In the Shadow of Young Girls in Flower:
The second volume did not appear until 1918 due to the War. It then won the Goncourt Prize despite the excellent works circulating at the time dealing with the tragedy of 1914-1918.
Winning the Goncourt has the odd effect of always triggering a second edition, often in the same year as the first. The first thing to check on a copy is the justification (l’achevé d’imprimer): this should be the 30th November 1918.
There were 64 large paper copies (in a larger, so-called ‘reimposed’ format) of this edition, which is tiny given the importance that Proust’s work would go on to achieve. Besides these large paper copies, which are of an extreme rarity, collectors will distinguish between a first printing of covers with no edition statement and a second printing of covers with a false edition statement.
Just as rare as a first impression of Swann, In the Shadow of Young Girls with no edition statement must have been printed in around 500 copies (the 2,000 copies that followed had a fictitious edition statement on the cover). Many collectors therefore have to make do with one of the copies with a fictitious edition statement on the cover (under the title), which can range from the second to the fifth edition.
The rest of In Search of Lost Time:
The success of the later volumes being by then assured, Gallimard printed two large paper versions for the rest of the volumes: one reimposed (which is to say 4to format), printed on vergé paper in approximately 100 copies, and a second printed on vélin Pur Fil paper in about 1,000 copies. Collectors can thus finally get hold of Proust’s works on fine paper. The ordinary paper edition of these volumes are of no real interest to the collector.
To sum up, there are at least three kinds of fine collections of In Search of Lost Time:
One is building up a set of reimposed 4to copies.
In this sort of collection, the two main difficulties are:
- The difficulty of finding In the Shadow of Young Girls in Flower in a reimposed format, since these copies are very expensive.
- And above all, the fact that there is no reimposed format version of the first edition of Swann’s Way. In order for this collection to maintain its aesthetically pleasing nature, the collector must sacrifice having a first edition copy of the first volume, replacing it instead with the reimposed Gallimard edition of Swann’s Way published in 1919.
The second sort of collection is a more strictly bibliophile collection. This consists of finding first issue copies of the first editions for the first volumes and vélin pur fil paper copies for the rest.

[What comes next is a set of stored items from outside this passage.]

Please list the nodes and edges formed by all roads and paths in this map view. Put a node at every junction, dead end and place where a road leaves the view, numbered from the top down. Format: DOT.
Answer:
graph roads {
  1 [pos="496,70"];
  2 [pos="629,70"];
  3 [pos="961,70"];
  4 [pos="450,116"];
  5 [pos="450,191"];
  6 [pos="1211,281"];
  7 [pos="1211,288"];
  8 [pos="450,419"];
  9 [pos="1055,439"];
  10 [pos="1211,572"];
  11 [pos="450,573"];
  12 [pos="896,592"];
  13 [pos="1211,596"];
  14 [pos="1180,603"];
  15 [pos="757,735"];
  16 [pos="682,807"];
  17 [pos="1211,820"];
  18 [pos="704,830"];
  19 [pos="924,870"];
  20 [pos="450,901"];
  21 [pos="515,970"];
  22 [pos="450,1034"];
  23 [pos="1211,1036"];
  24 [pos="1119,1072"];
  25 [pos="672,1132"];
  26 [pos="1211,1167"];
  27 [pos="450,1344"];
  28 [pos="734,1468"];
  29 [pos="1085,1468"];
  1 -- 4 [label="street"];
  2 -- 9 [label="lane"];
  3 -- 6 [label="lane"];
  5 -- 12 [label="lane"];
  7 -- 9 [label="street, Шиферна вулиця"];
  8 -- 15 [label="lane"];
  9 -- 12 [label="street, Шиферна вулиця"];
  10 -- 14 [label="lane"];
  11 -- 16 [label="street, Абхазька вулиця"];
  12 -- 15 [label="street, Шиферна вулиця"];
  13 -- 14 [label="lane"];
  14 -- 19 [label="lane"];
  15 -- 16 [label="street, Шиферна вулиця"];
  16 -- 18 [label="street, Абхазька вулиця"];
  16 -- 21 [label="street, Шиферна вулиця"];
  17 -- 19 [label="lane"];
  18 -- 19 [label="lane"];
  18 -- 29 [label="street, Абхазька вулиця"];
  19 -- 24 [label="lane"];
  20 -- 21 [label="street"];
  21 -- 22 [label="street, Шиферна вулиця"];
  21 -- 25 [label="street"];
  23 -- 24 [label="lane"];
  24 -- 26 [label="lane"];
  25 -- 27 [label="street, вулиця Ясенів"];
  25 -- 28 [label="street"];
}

The difficulty, apart from that of finding such copies of the first two volumes, lies in finding copies on vélin pur fil in good condition, which does not happen very often.

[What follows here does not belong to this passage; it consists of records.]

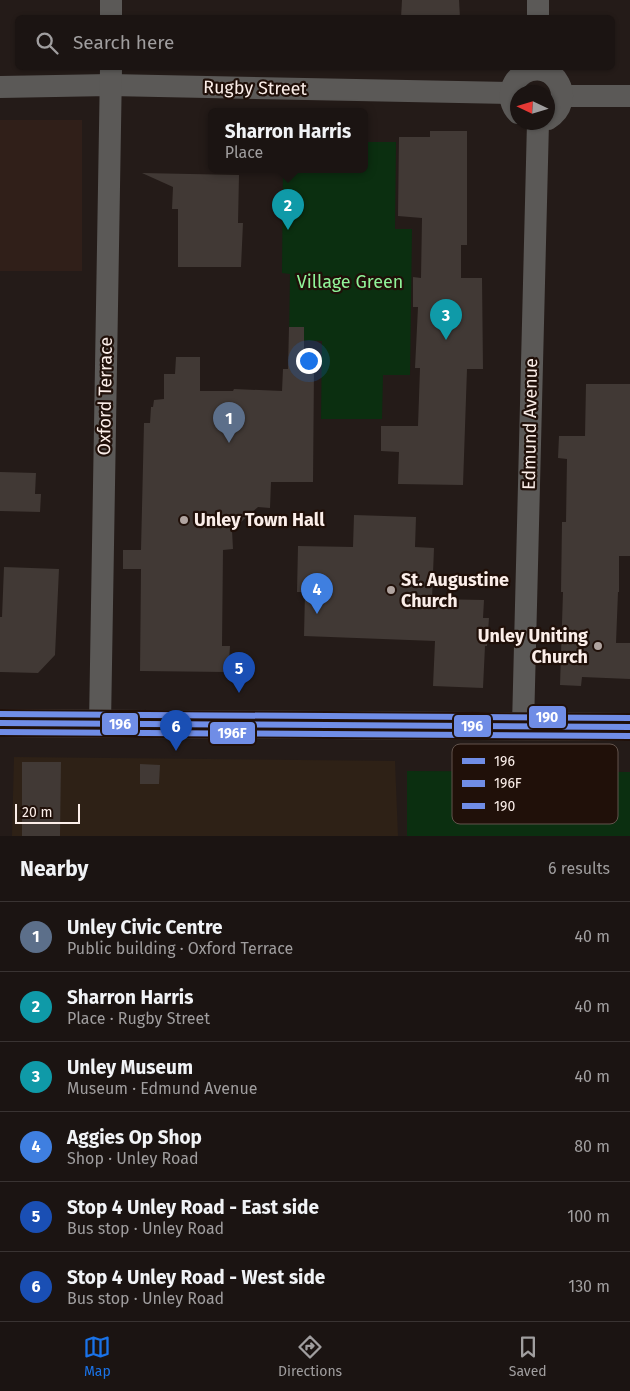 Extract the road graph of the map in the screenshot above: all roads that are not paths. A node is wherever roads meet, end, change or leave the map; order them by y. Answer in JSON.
{"nodes":[{"id":1,"x":111,"y":0,"type":"edge"},
{"id":2,"x":538,"y":0,"type":"edge"},
{"id":3,"x":111,"y":15,"type":"edge"},
{"id":4,"x":538,"y":15,"type":"edge"},
{"id":5,"x":530,"y":70,"type":"edge"},
{"id":6,"x":542,"y":70,"type":"edge"},
{"id":7,"x":110,"y":76,"type":"edge"},
{"id":8,"x":513,"y":85,"type":"edge"},
{"id":9,"x":0,"y":87,"type":"edge"},
{"id":10,"x":562,"y":96,"type":"junction"},
{"id":11,"x":630,"y":96,"type":"edge"},
{"id":12,"x":510,"y":103,"type":"edge"},
{"id":13,"x":555,"y":113,"type":"edge"},
{"id":14,"x":538,"y":130,"type":"edge"},
{"id":15,"x":0,"y":723,"type":"edge"},
{"id":16,"x":100,"y":724,"type":"junction"},
{"id":17,"x":523,"y":726,"type":"junction"},
{"id":18,"x":630,"y":727,"type":"edge"}],
"edges":[{"from":1,"to":3,"type":"street"},
{"from":2,"to":4,"type":"street"},
{"from":5,"to":8,"type":"street"},
{"from":6,"to":10,"type":"street"},
{"from":7,"to":9,"type":"street","name":"Rugby Street"},
{"from":7,"to":12,"type":"street","name":"Rugby Street"},
{"from":7,"to":16,"type":"street","name":"Oxford Terrace"},
{"from":10,"to":11,"type":"street"},
{"from":10,"to":13,"type":"street"},
{"from":14,"to":17,"type":"street","name":"Edmund Avenue"},
{"from":15,"to":16,"type":"main road"},
{"from":16,"to":17,"type":"main road"},
{"from":17,"to":18,"type":"main road"}]}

The third sort of collection is historical. This is a collection where one puts together the first editions, focusing especially on provenance, through autograph inscriptions by the author.
Always unique, inscribed copies carry within them the history of both the work and the author. The importance of the person to whom the book is inscribed and their relationship to the author or ties to the work itself, can make the inscribed work a witness to the creation of the book itself.
The greatest feat, therefore, is finding an inscribed copy of the first volumes (before Proust became famous) and, if possible, an “important” inscription, which is to say one to a recipient who had an important link to the author and his work.